The report said the revised proposal, led by the US-backed Board of Peace (BoP), now focuses on establishing a temporary settlement for a small number of displaced Palestinians instead of restoring infrastructure across the entire Gaza Strip.
The pilot project would comprise portable housing, a Palestinian civilian administration, a locally trained police force and an International Stabilisation Force (ISF) tasked with maintaining security. Officials familiar with the planning told The Guardian that the initiative is unlikely to become operational before the end of 2026.
Preparatory work has begun, with a small contingent of Moroccan and Kosovan officers arriving in Israel to form the first members of the proposed ISF. A logistics facility at the Kerem Shalom crossing is also nearing completion to support the multinational force.
However, construction of the settlement near Rafah has yet to begin. Satellite imagery reviewed by the newspaper reportedly shows no permanent structures at the proposed site, with significant progress considered unlikely before Israel’s parliamentary elections on October 27.
Reconstruction remains stalled
According to The Guardian, reconstruction efforts have remained largely frozen as military operations and restrictions on humanitarian supplies continue despite the ceasefire announced last October.
Western diplomats quoted by the newspaper said prospects for rebuilding Gaza may depend on political developments following Israel’s elections.

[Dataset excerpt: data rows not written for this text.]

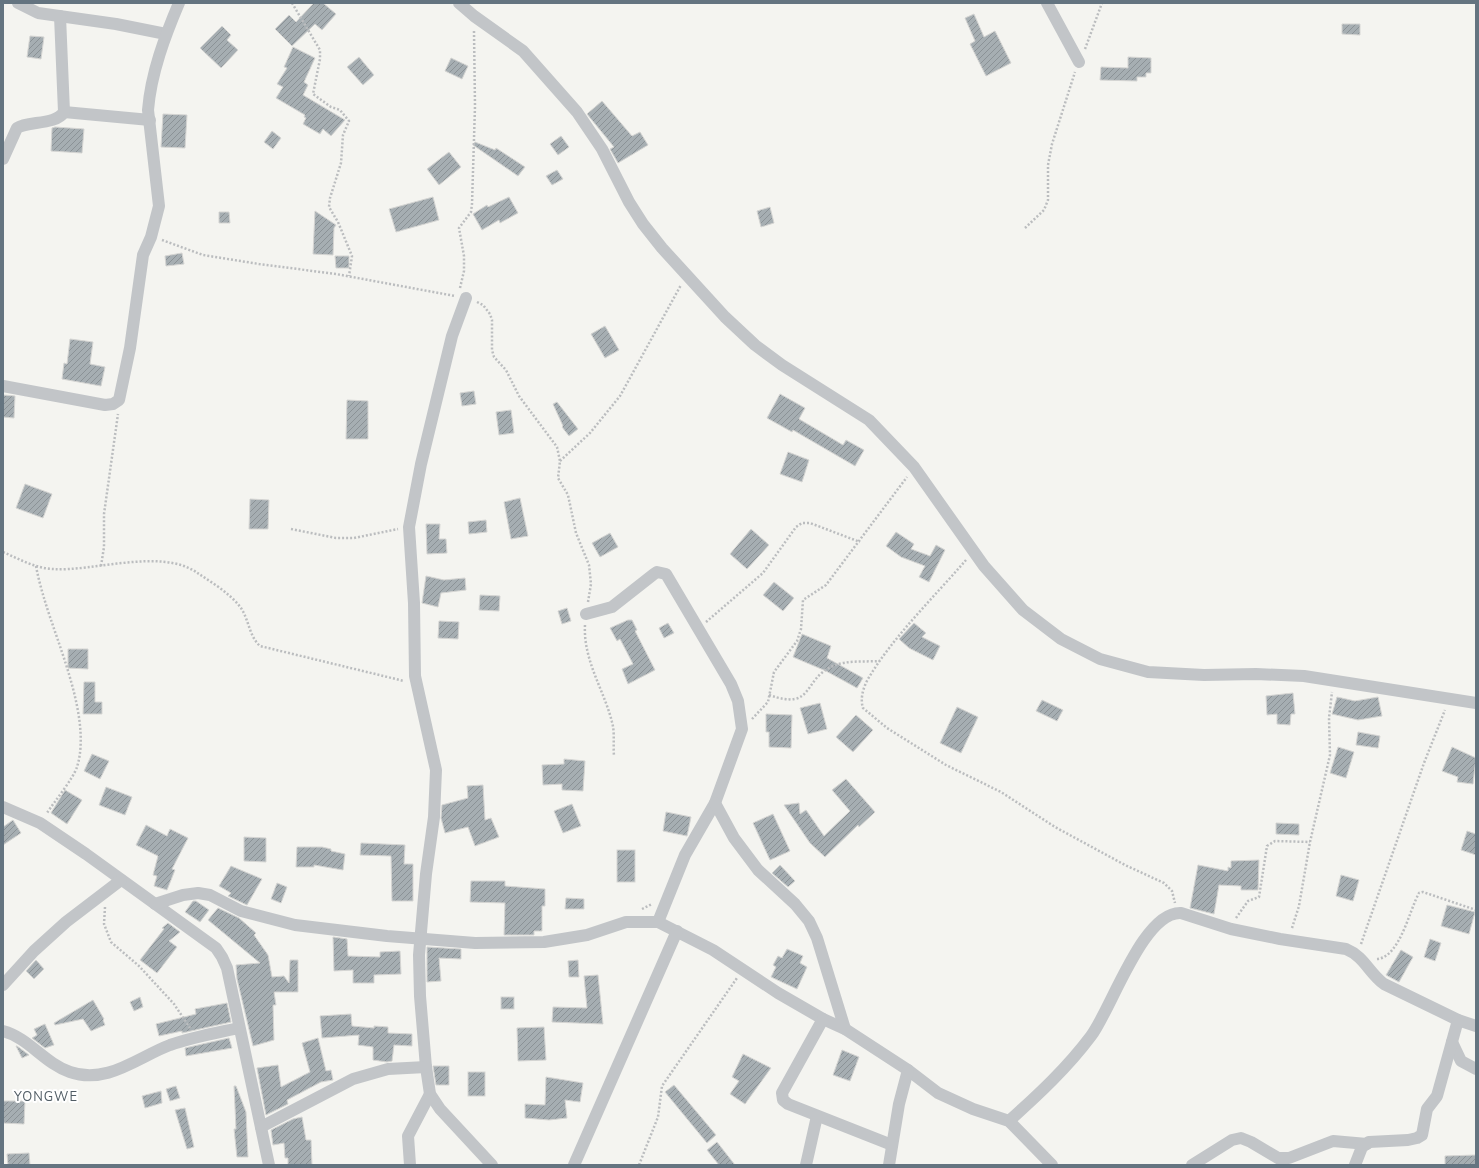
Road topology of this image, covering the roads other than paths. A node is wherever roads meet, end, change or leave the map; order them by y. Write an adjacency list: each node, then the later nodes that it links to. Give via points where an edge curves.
1 (18, 3): 5 (street, via 38,13)
2 (179, 3): 6 (street)
3 (459, 3): 14 (street, via 523,51 577,112 602,149 643,224 725,317 755,345 782,365 869,420 914,467 984,566 1023,610 1061,639 1100,659 1148,672 1304,676)
4 (1047, 3): 7 (street)
5 (60, 16): 6 (street); 8 (street)
6 (166, 34): 9 (street, via 149,96)
7 (1079, 62)
8 (64, 112): 9 (street); 10 (street, via 60,116 17,128)
9 (150, 120): 12 (street, via 159,206 151,237 143,255 130,348 119,400 105,405)
10 (3, 159)
11 (466, 298): 21 (street, via 452,336 421,464 409,527 414,603 413,664 436,770 434,817)
12 (3, 386)
13 (586, 614): 15 (street, via 612,607 654,574 662,572 669,579 731,684 738,701 742,729)
14 (1476, 703)
15 (715, 803): 19 (street, via 685,855); 27 (street, via 734,838 758,870 795,904 809,921 817,938)
16 (3, 807): 17 (street, via 40,823)
17 (121, 880): 18 (street); 22 (street, via 66,922 34,951)
18 (155, 904): 21 (street, via 198,893 210,895 242,911 295,925); 26 (street, via 216,948 227,968)
19 (658, 922): 20 (street); 21 (street, via 626,922 587,935 544,942 475,943)
20 (677, 930): 23 (street); 42 (street)
21 (420, 938): 30 (street, via 420,996)
22 (3, 985)
23 (823, 1019): 27 (street); 34 (street, via 782,1093 783,1100 788,1104)
24 (1458, 1020): 25 (street); 29 (street); 35 (street, via 1384,984 1373,975 1359,956 1346,949 1230,929 1182,913 1174,913 1157,926 1132,957 1092,1035 1050,1084)
25 (1476, 1026)
26 (239, 1028): 28 (street, via 169,1045 110,1072 84,1076 53,1064 23,1039); 36 (street)
27 (845, 1029): 32 (street)
28 (3, 1031)
29 (1452, 1042): 31 (street, via 1461,1061); 37 (street, via 1437,1096 1427,1109 1422,1134 1412,1139)
30 (426, 1067): 33 (street); 36 (street, via 388,1069 353,1079)
31 (1476, 1069)
32 (908, 1070): 35 (street, via 938,1093 973,1109); 38 (street)
33 (430, 1094): 40 (street, via 408,1136); 41 (street, via 440,1109)
34 (817, 1116): 38 (street); 43 (street)
35 (1008, 1120): 45 (street)
36 (261, 1127): 39 (street)
37 (1367, 1144): 46 (street, via 1333,1141 1289,1158 1278,1158 1241,1138 1232,1140); 47 (street, via 1360,1151)
38 (892, 1145): 44 (street)
39 (269, 1165)
40 (410, 1165)
41 (492, 1165)
42 (574, 1165)
43 (806, 1165)
44 (889, 1165)
45 (1052, 1165)
46 (1192, 1165)
47 (1355, 1165)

One diplomat said preserving even a scaled-down recovery initiative was intended to prevent more hardline proposals from replacing the current plan.
“The aim is just to keep something going, keep the ball in play, because if you stop there are others with a more extreme agenda just waiting to jump in and take over,” the diplomat told The Guardian.
The report added that officials fear renewed large-scale fighting before the elections could derail the project altogether.
Security and funding hurdles
Under the proposal, security within the pilot area would be handled by the ISF alongside a specially trained Palestinian police force. Training for the Palestinian personnel has not yet begun, while negotiations over the legal framework for deploying the multinational force remain ongoing.
The report said the ISF is expected to comprise around 5,000 personnel from Morocco, Kosovo and potentially Albania and Kazakhstan, although Israeli approval for the force and the Palestinian police unit has yet to be granted.
Funding also remains uncertain. The Guardian reported that only a fraction of the money pledged for the broader Gaza recovery programme has materialised.
The Board of Peace is also exploring whether Palestinian tax revenues and frozen financial assets withheld by Israel could be used to support the project.
The proposal has drawn criticism from the Palestinian Authority, which maintains that the funds belong to the Palestinian people and should be released without conditions.
Palestinian Foreign Minister Varsen Aghabekian also warned that temporary recovery measures must not become a substitute for a comprehensive political solution.
According to The Guardian, members of the National Committee for the Administration of Gaza have also expressed concerns that concentrating humanitarian assistance in a single pilot zone could leave much of Gaza’s displaced population without equal access to aid.
What is the Board of Peace?
The Board of Peace (BoP) is a US-backed body proposed by US President Donald Trump in September 2025 and formally launched in January 2026 to oversee Gaza’s proposed post-war governance, reconstruction and security. The body comprises 27 member countries and is chaired by Trump, while former UN envoy Nickolay Mladenov serves as its High Representative, leading the implementation of the Board’s plans for Gaza.